Abstract

AbstractIt was established that polyethylene and polyoxymethylene crystallize epitaxially on NaCl cleavage faces over a temperature range in which the usual polymer single crystals dissolve but a crystallization memory remains due to very small quantities of self‐seeding nuclei persisting in the solution. By performing this epitaxial crystallization in the presence of self‐seeding nuclei, it could be established that epitaxial crystallization at these elevated temperatures involves only the very largest molecules in the distribution. Further, the self‐seeding nuclei themselves could be isolated for observation, and these results were found consistent with previous predictions.
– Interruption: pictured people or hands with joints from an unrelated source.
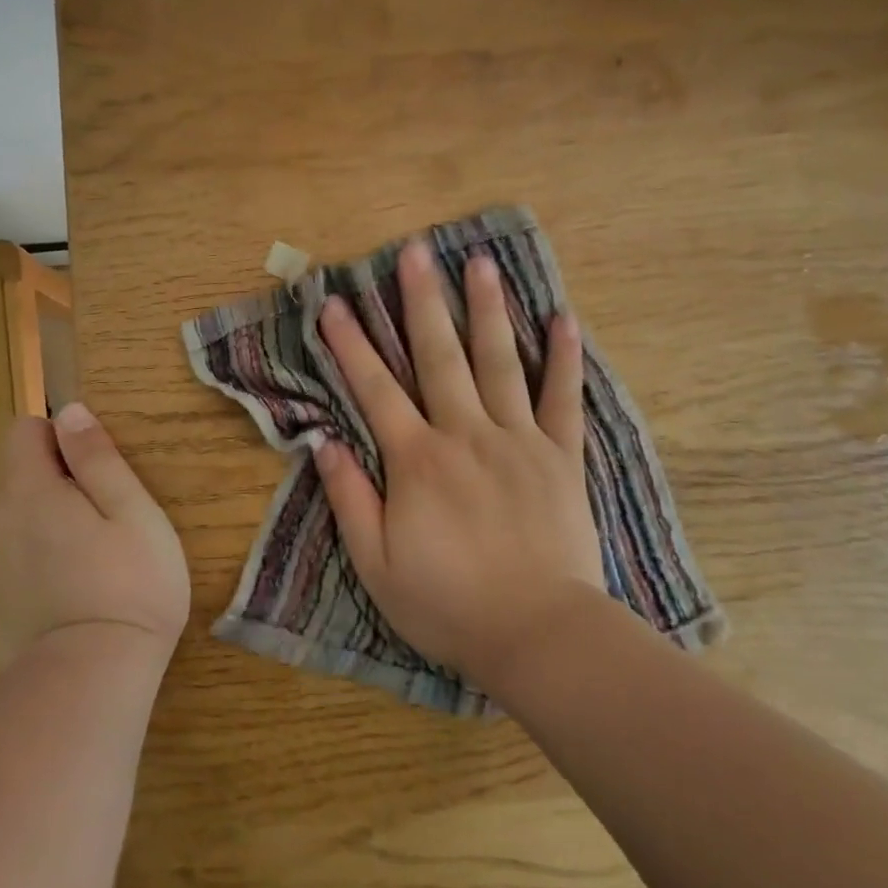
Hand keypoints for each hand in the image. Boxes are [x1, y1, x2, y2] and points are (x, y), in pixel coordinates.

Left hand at [0, 403, 190, 666]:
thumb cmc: (128, 585)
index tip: (97, 470)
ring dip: (47, 518)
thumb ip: (98, 457)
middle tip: (106, 518)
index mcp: (28, 489)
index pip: (24, 431)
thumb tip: (70, 411)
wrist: (89, 681)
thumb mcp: (131, 510)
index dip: (61, 437)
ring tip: (93, 556)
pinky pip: (12, 554)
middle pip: (18, 473)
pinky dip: (37, 556)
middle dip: (56, 479)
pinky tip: (71, 589)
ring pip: (15, 515)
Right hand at [314, 241, 607, 687]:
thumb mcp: (375, 564)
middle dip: (421, 300)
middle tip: (414, 251)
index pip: (375, 389)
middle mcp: (466, 435)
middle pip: (439, 356)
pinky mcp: (561, 457)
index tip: (334, 303)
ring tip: (479, 262)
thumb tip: (323, 441)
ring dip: (486, 309)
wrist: (538, 635)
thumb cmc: (447, 604)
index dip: (351, 344)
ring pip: (499, 362)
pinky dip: (563, 358)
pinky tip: (563, 318)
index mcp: (417, 461)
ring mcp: (519, 441)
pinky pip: (563, 399)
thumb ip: (350, 498)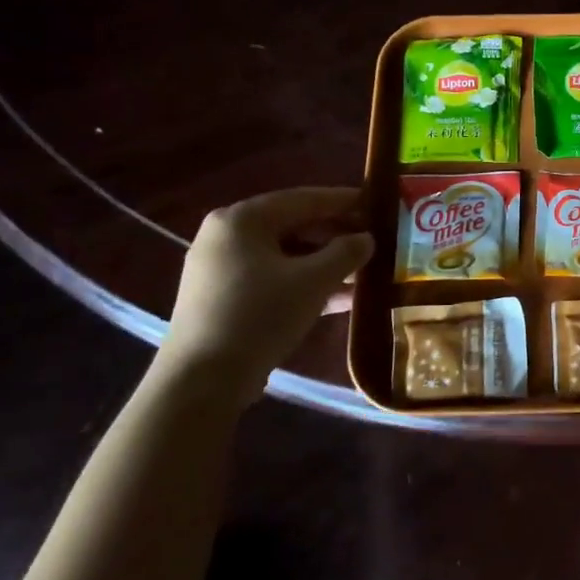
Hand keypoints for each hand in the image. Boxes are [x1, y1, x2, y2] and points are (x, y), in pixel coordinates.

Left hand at [160, 187, 374, 390]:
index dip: (343, 200)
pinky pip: (273, 278)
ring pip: (285, 255)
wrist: (202, 380)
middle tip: (373, 241)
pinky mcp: (224, 298)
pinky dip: (305, 284)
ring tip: (363, 273)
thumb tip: (367, 239)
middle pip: (293, 226)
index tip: (376, 202)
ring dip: (324, 264)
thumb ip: (346, 253)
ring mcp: (221, 269)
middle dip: (336, 236)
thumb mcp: (313, 281)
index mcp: (242, 219)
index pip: (303, 199)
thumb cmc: (260, 315)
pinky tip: (341, 299)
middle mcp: (226, 236)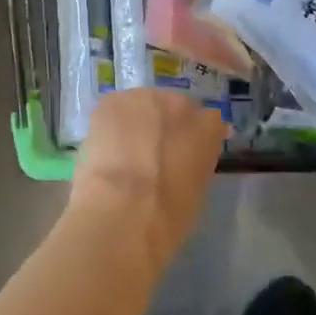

By utilizing both the adhesion of these nuclei to NaCl and the selective nature of the epitaxial crystallization, the largest molecules could be extracted and reintroduced again to the same or different solutions. This opens up the possibility of a novel kind of chromatography for the separation and characterization of the highest molecular weight end of a distribution to a sensitivity which cannot be approached by other methods. The epitaxy phenomenon itself, under the circumstances involved, provides a new decoration method for the study of the surface topography of alkali halides. The origin of such as epitaxy occurring at low supercoolings and terminating at a limiting thickness raises important questions regarding long‐range forces and some unsettled features in the theory of chain‐folded crystal growth in polymers.